*** Opening of Material to process ***
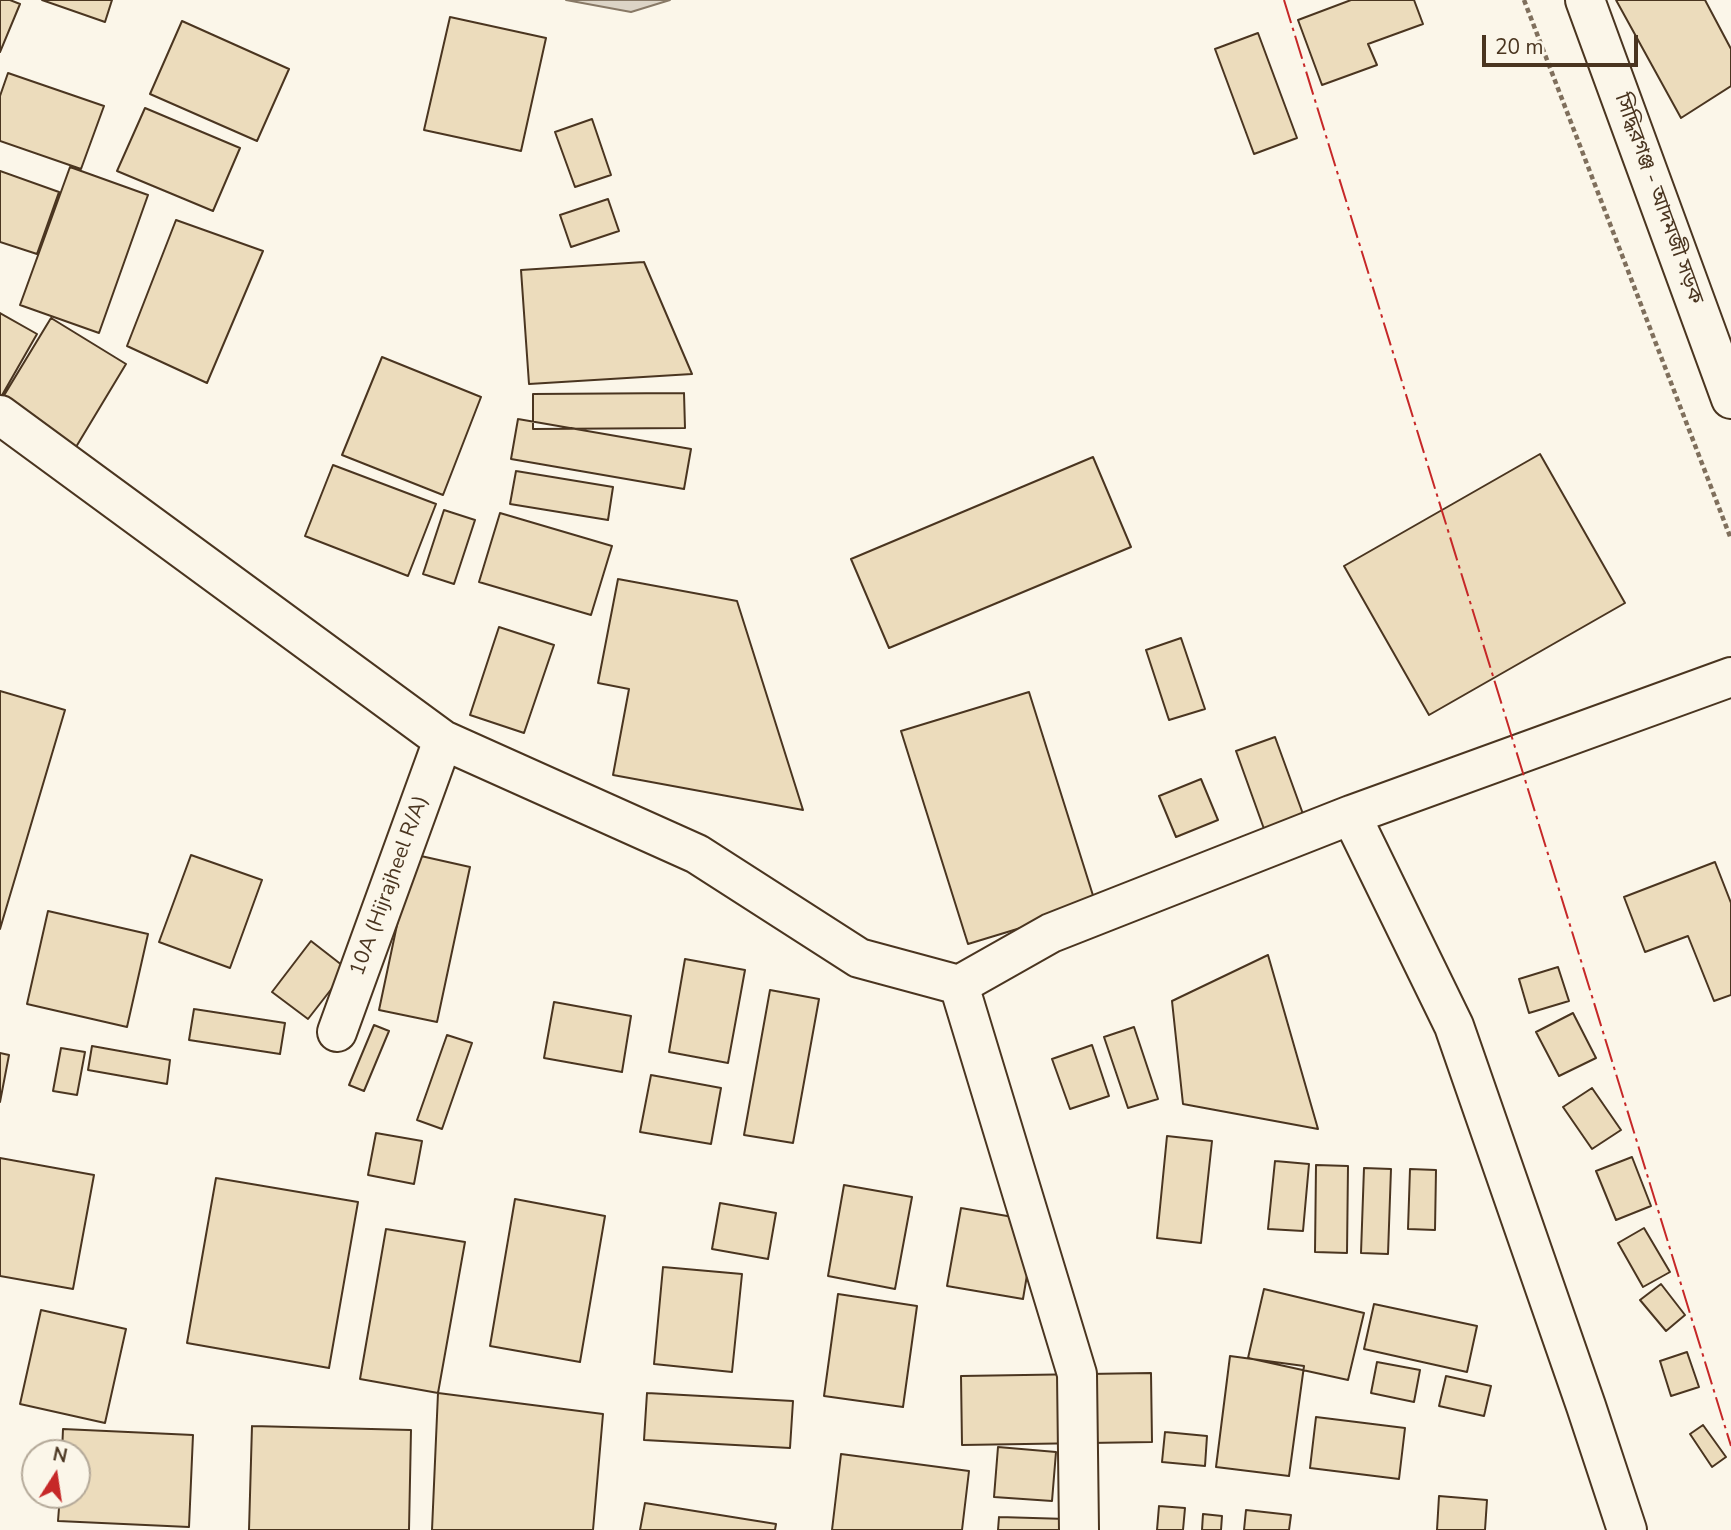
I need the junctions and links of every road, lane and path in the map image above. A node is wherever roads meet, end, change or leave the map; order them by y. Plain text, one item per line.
1 (1524, 0) edge
2 (1585, 0) edge
3 (1731, 399) edge
4 (0, 415) edge
5 (1731, 539) edge
6 (1731, 677) edge
7 (443, 740) junction
8 (1351, 815) junction
9 (959, 985) junction
10 (337, 1032) dead end
11 (1079, 1530) edge
12 (1627, 1530) edge

1 - 5 path
2 - 3 street, সিদ্ধিরগঞ্জ - আদমজী সড়ক
4 - 7 street
6 - 8 street
7 - 9 street
7 - 10 street, 10A (Hijrajheel R/A)
8 - 9 street
8 - 12 street
9 - 11 street

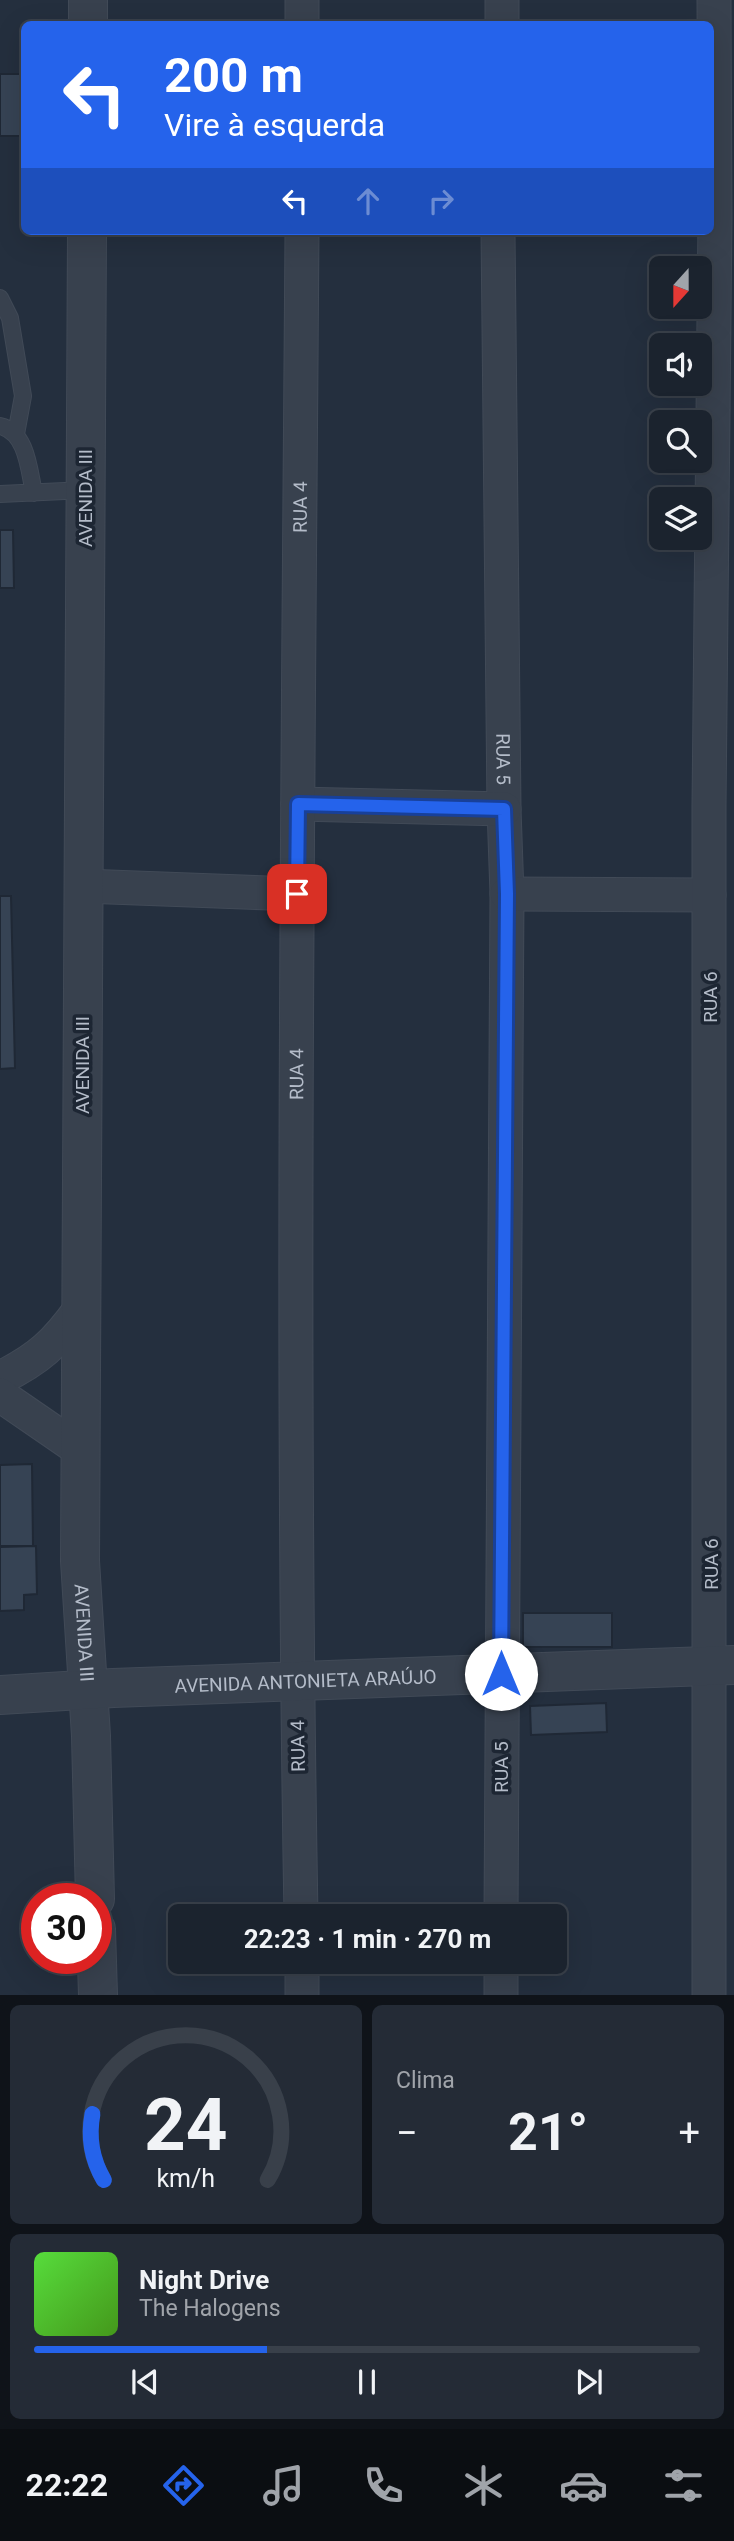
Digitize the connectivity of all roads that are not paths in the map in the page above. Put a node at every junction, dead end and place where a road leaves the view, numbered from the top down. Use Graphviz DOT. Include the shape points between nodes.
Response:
graph roads {
  1 [pos="88,0"];
  2 [pos="302,0"];
  3 [pos="502,0"];
  4 [pos="714,0"];
  5 [pos="88,21"];
  6 [pos="302,21"];
  7 [pos="502,21"];
  8 [pos="714,21"];
  9 [pos="714,135"];
  10 [pos="725,217"];
  11 [pos="87,235"];
  12 [pos="302,235"];
  13 [pos="498,235"];
  14 [pos="0,298"];
  15 [pos="17,358"];
  16 [pos="0,359"];
  17 [pos="0,426"];
  18 [pos="16,434"];
  19 [pos="86,490"];
  20 [pos="34,493"];
  21 [pos="0,494"];
  22 [pos="298,804"];
  23 [pos="722,806"];
  24 [pos="504,809"];
  25 [pos="83,886"];
  26 [pos="297,894"];
  27 [pos="507,894"];
  28 [pos="709,895"];
  29 [pos="81,1308"];
  30 [pos="0,1378"];
  31 [pos="0,1395"];
  32 [pos="80,1450"];
  33 [pos="722,1666"];
  34 [pos="501,1674"];
  35 [pos="298,1682"];
  36 [pos="88,1690"];
  37 [pos="0,1695"];
  38 [pos="94,1883"];
  39 [pos="301,1904"];
  40 [pos="501,1904"];
  41 [pos="97,1974"];
  42 [pos="302,1974"];
  43 [pos="501,1974"];
  44 [pos="98,1995"];
  45 [pos="302,1995"];
  46 [pos="501,1995"];
  47 [pos="709,1995"];
  1 -- 5 [label="street"];
  2 -- 6 [label="street"];
  3 -- 7 [label="street"];
  4 -- 8 [label="street, RUA 6"];
  9 -- 10 [label="street, RUA 6"];
  10 -- 23 [label="street, RUA 6"];
  11 -- 19 [label="street, AVENIDA III"];
  12 -- 22 [label="street, RUA 4"];
  13 -- 24 [label="street, RUA 5"];
  14 -- 15 [label="lane" via="10,318"];
  15 -- 16 [label="lane"];
  15 -- 18 [label="lane" via="23,396"];
  17 -- 18 [label="lane"];
  18 -- 20 [label="lane" via="27,455"];
  19 -- 20 [label="lane"];
  19 -- 25 [label="street, AVENIDA III"];
  20 -- 21 [label="lane"];
  22 -- 24 [label="street"];
  22 -- 26 [label="street, RUA 4"];
  23 -- 28 [label="street, RUA 6"];
  24 -- 27 [label="street, RUA 5"];
  25 -- 26 [label="street"];
  25 -- 29 [label="street, AVENIDA III"];
  26 -- 35 [label="street, RUA 4"];
  27 -- 28 [label="street"];
  27 -- 34 [label="street, RUA 5"];
  28 -- 33 [label="street, RUA 6"];
  29 -- 30 [label="street" via="42,1354"];
  29 -- 32 [label="street, AVENIDA III"];
  31 -- 32 [label="street"];
  32 -- 36 [label="street, AVENIDA III" via="80,1561"];
  33 -- 34 [label="street, AVENIDA ANTONIETA ARAÚJO"];
  33 -- 47 [label="street, RUA 6"];
  34 -- 35 [label="street, AVENIDA ANTONIETA ARAÚJO"];
  34 -- 40 [label="street, RUA 5"];
  35 -- 36 [label="street, AVENIDA ANTONIETA ARAÚJO"];
  35 -- 39 [label="street, RUA 4"];
  36 -- 37 [label="street, AVENIDA ANTONIETA ARAÚJO"];
  36 -- 38 [label="street, AVENIDA III"];
  41 -- 44 [label="street"];
  42 -- 45 [label="street"];
  43 -- 46 [label="street"];
}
*** Close of Material to process ***
*What the task asks*: Transcribe the whole listing, character for character, but not its images.

*Output of the task*:
I need the junctions and links of every road, lane and path in the map image above. A node is wherever roads meet, end, change or leave the map; order them by y. Plain text, one item per line.
1 (1524, 0) edge
2 (1585, 0) edge
3 (1731, 399) edge
4 (0, 415) edge
5 (1731, 539) edge
6 (1731, 677) edge
7 (443, 740) junction
8 (1351, 815) junction
9 (959, 985) junction
10 (337, 1032) dead end
11 (1079, 1530) edge
12 (1627, 1530) edge

1 - 5 path
2 - 3 street, সিদ্ধিরগঞ্জ - আদমজী সড়ক
4 - 7 street
6 - 8 street
7 - 9 street
7 - 10 street, 10A (Hijrajheel R/A)
8 - 9 street
8 - 12 street
9 - 11 street

Digitize the connectivity of all roads that are not paths in the map in the page above. Put a node at every junction, dead end and place where a road leaves the view, numbered from the top down. Use Graphviz DOT. Include the shape points between nodes.
Response:
graph roads {
  1 [pos="88,0"];
  2 [pos="302,0"];
  3 [pos="502,0"];
  4 [pos="714,0"];
  5 [pos="88,21"];
  6 [pos="302,21"];
  7 [pos="502,21"];
  8 [pos="714,21"];
  9 [pos="714,135"];
  10 [pos="725,217"];
  11 [pos="87,235"];
  12 [pos="302,235"];
  13 [pos="498,235"];
  14 [pos="0,298"];
  15 [pos="17,358"];
  16 [pos="0,359"];
  17 [pos="0,426"];
  18 [pos="16,434"];
  19 [pos="86,490"];
  20 [pos="34,493"];
  21 [pos="0,494"];
  22 [pos="298,804"];
  23 [pos="722,806"];
  24 [pos="504,809"];
  25 [pos="83,886"];
  26 [pos="297,894"];
  27 [pos="507,894"];
  28 [pos="709,895"];
  29 [pos="81,1308"];
  30 [pos="0,1378"];
  31 [pos="0,1395"];
  32 [pos="80,1450"];
  33 [pos="722,1666"];
  34 [pos="501,1674"];
  35 [pos="298,1682"];
  36 [pos="88,1690"];
  37 [pos="0,1695"];
  38 [pos="94,1883"];
  39 [pos="301,1904"];
  40 [pos="501,1904"];
  41 [pos="97,1974"];
  42 [pos="302,1974"];
  43 [pos="501,1974"];
  44 [pos="98,1995"];
  45 [pos="302,1995"];
  46 [pos="501,1995"];
  47 [pos="709,1995"];
  1 -- 5 [label="street"];
  2 -- 6 [label="street"];
  3 -- 7 [label="street"];
  4 -- 8 [label="street, RUA 6"];
  9 -- 10 [label="street, RUA 6"];
  10 -- 23 [label="street, RUA 6"];
  11 -- 19 [label="street, AVENIDA III"];
  12 -- 22 [label="street, RUA 4"];
  13 -- 24 [label="street, RUA 5"];
  14 -- 15 [label="lane" via="10,318"];
  15 -- 16 [label="lane"];
  15 -- 18 [label="lane" via="23,396"];
  17 -- 18 [label="lane"];
  18 -- 20 [label="lane" via="27,455"];
  19 -- 20 [label="lane"];
  19 -- 25 [label="street, AVENIDA III"];
  20 -- 21 [label="lane"];
  22 -- 24 [label="street"];
  22 -- 26 [label="street, RUA 4"];
  23 -- 28 [label="street, RUA 6"];
  24 -- 27 [label="street, RUA 5"];
  25 -- 26 [label="street"];
  25 -- 29 [label="street, AVENIDA III"];
  26 -- 35 [label="street, RUA 4"];
  27 -- 28 [label="street"];
  27 -- 34 [label="street, RUA 5"];
  28 -- 33 [label="street, RUA 6"];
  29 -- 30 [label="street" via="42,1354"];
  29 -- 32 [label="street, AVENIDA III"];
  31 -- 32 [label="street"];
  32 -- 36 [label="street, AVENIDA III" via="80,1561"];
  33 -- 34 [label="street, AVENIDA ANTONIETA ARAÚJO"];
  33 -- 47 [label="street, RUA 6"];
  34 -- 35 [label="street, AVENIDA ANTONIETA ARAÚJO"];
  34 -- 40 [label="street, RUA 5"];
  35 -- 36 [label="street, AVENIDA ANTONIETA ARAÚJO"];
  35 -- 39 [label="street, RUA 4"];
  36 -- 37 [label="street, AVENIDA ANTONIETA ARAÚJO"];
  36 -- 38 [label="street, AVENIDA III"];
  41 -- 44 [label="street"];
  42 -- 45 [label="street"];
  43 -- 46 [label="street"];
}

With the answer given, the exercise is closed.